At issue in this thread is the law which makes it a crime to be a dealer in firearms without the proper federal license. Because of the way in which the applicable law defines a dealer in firearms, it is not clear when someone who believes himself to be a hobbyist firearms collector, or is otherwise engaged in what he believes to be routine gun trading, is engaging in the business of being a dealer and thereby risks federal prosecution for being an unlicensed gun dealer.

People who might collect coins, stamps or other things don't need a federal license to be a dealer in those things. They therefore are never at risk of federal prosecution for dealing coins, stamps, etc., without a [unneeded and nonexistent] federal license.

The tax issues are something else entirely. The IRS has a lot of experience dealing with distinguishing between hobby income and business income, and it has some rather complex rules addressing the issue. Basically all income is taxable -- whether derived from hobby or business activities. The tax issues generally relate to permissible deductions and offsets.
 
Frank, Forget it. I just seemed to recall a case holding that because a violation of the tax code could lead to quasi criminal penalties, that the rule of lenity came into play. It may have not been a case over determining whether or not an activity was a hobby or a business pursuit and I agree that, since 923 provides definitions as to what it means by "engaged in the business" of various firearm related activities, that whatever is meant for tax purpose has no relevance, if any.
 
johnwilliamson062 said:
Whether engaged "in the business" or not you are technically SUPPOSED to pay taxes on any income. Including cash value of trades.
That is absolutely true. The irony is that if you are a coin collector, a stamp collector, etc., it's advantageous from a tax perspective to qualify to be treated as a business by the IRS. But if you're a gun collector and qualify to be treated as a business by the IRS, you better have the appropriate FFL or you're likely to have some serious difficulties with the ATF
 
Frank Ettin said:
It's doubtful that the applicable statutes give the President authority to clarify the question by executive order. However, ATF probably could through formal rule making. Whether that would be good or bad for us probably would depend on where they draw the line.
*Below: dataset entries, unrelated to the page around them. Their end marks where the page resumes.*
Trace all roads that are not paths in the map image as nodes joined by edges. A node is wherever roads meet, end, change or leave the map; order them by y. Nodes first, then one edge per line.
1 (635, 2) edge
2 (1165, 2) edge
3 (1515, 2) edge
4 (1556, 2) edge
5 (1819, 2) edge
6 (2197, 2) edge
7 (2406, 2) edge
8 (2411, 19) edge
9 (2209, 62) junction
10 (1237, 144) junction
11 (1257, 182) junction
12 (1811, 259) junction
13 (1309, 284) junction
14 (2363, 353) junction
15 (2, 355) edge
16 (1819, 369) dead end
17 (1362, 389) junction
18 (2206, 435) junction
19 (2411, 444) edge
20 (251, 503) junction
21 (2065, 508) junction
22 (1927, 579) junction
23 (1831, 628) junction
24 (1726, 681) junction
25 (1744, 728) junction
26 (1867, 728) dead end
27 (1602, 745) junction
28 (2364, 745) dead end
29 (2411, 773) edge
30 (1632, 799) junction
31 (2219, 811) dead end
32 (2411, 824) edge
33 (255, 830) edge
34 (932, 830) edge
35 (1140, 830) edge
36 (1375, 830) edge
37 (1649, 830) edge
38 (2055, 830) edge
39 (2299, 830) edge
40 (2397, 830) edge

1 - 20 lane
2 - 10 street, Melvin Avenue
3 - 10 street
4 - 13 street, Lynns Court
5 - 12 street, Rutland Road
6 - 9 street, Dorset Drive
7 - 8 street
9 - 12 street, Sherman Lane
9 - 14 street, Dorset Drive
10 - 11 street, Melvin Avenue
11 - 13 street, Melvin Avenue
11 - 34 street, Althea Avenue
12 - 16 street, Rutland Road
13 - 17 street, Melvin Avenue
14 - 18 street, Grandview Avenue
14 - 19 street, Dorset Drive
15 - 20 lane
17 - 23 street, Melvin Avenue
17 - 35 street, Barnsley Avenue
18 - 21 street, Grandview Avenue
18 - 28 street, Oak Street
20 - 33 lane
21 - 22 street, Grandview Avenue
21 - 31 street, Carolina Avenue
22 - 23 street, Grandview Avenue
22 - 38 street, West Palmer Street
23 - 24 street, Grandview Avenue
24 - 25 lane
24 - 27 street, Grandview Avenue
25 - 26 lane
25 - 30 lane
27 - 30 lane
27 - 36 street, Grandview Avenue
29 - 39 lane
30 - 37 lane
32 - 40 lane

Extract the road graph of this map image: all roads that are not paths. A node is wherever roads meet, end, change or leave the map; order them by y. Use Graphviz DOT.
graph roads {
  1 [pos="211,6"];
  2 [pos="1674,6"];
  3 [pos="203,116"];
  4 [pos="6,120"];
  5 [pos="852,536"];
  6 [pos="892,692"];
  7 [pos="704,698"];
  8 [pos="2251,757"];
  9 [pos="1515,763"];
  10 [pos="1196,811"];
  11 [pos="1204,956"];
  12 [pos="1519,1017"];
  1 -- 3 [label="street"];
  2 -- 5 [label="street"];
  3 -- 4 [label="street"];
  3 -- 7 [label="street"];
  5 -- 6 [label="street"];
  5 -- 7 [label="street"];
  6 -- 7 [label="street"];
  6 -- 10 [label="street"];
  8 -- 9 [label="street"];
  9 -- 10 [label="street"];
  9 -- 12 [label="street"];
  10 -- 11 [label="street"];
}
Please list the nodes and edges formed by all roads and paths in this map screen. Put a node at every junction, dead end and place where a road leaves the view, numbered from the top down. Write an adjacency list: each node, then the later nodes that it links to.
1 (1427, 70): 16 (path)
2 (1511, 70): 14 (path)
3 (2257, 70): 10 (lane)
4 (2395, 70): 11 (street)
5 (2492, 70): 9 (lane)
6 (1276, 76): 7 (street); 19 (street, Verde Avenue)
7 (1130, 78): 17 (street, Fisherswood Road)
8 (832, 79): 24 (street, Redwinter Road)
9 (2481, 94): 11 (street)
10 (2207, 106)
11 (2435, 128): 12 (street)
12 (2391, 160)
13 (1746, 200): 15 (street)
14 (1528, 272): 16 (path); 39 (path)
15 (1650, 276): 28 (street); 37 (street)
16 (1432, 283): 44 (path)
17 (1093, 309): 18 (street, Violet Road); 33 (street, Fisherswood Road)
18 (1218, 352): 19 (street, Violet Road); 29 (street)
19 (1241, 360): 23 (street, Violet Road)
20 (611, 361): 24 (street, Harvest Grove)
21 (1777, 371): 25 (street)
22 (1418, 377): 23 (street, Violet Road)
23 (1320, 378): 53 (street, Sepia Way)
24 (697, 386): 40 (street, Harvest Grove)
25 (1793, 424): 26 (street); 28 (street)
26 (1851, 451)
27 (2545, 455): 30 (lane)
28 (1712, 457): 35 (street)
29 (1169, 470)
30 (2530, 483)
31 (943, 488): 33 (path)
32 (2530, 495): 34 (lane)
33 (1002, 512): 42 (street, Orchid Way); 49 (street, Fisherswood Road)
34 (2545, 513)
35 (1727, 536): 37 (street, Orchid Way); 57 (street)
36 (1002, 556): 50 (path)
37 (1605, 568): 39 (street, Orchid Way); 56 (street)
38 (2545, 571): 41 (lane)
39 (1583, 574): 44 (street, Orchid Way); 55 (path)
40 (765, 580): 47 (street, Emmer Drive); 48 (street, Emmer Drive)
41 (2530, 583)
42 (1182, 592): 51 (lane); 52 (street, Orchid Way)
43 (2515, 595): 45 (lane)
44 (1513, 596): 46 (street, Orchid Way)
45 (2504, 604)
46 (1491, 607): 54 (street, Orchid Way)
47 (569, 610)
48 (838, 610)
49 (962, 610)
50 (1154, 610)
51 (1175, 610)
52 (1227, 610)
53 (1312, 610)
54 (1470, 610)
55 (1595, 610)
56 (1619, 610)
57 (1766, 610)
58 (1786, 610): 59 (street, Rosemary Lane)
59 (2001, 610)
All a U.S. President has to do is appoint acting directors to whatever bureaucracies he wants to use to subvert the law by unelected bureaucrats who make more laws than elected officials...
 
ATN082268 Quote:
Originally Posted by Frank Ettin
It's doubtful that the applicable statutes give the President authority to clarify the question by executive order. However, ATF probably could through formal rule making. Whether that would be good or bad for us probably would depend on where they draw the line.

All a U.S. President has to do is appoint acting directors to whatever bureaucracies he wants to use to subvert the law by unelected bureaucrats who make more laws than elected officials...
Really?
You do understand that the rulemaking authority of Federal agencies must be based on an actual Federal law?:rolleyes:

The President can't "ban guns" and can't appoint an acting director who bans guns.

I dislike Obama...........but I dislike misinformation even more.
 
unelected bureaucrats who make more laws than elected officials...

It may seem like a minor point (and today in practical terms it is) but those unelected bureaucrats do not make LAW, they make regulations.

At one time, regulations were actually not the law. That changed, in practical, if not actual legal terms some time ago.
 
This is an issue that's been stewing for years.

https://www.washingtonpost.com/poli...d45e56-6b63-11e5-9bfe-e59f5e244f92_story.html

Ending private transfers and requiring universal background checks is politically unviable at the federal level at this time.

So, to sidestep Congress and attack this issue executively, it's being proposed to redefine what it means to be “engaged in the business” by putting a hard number on it.

The number often brought up is 50 guns per year, which is a curiously large number.

It will be interesting to see where this goes.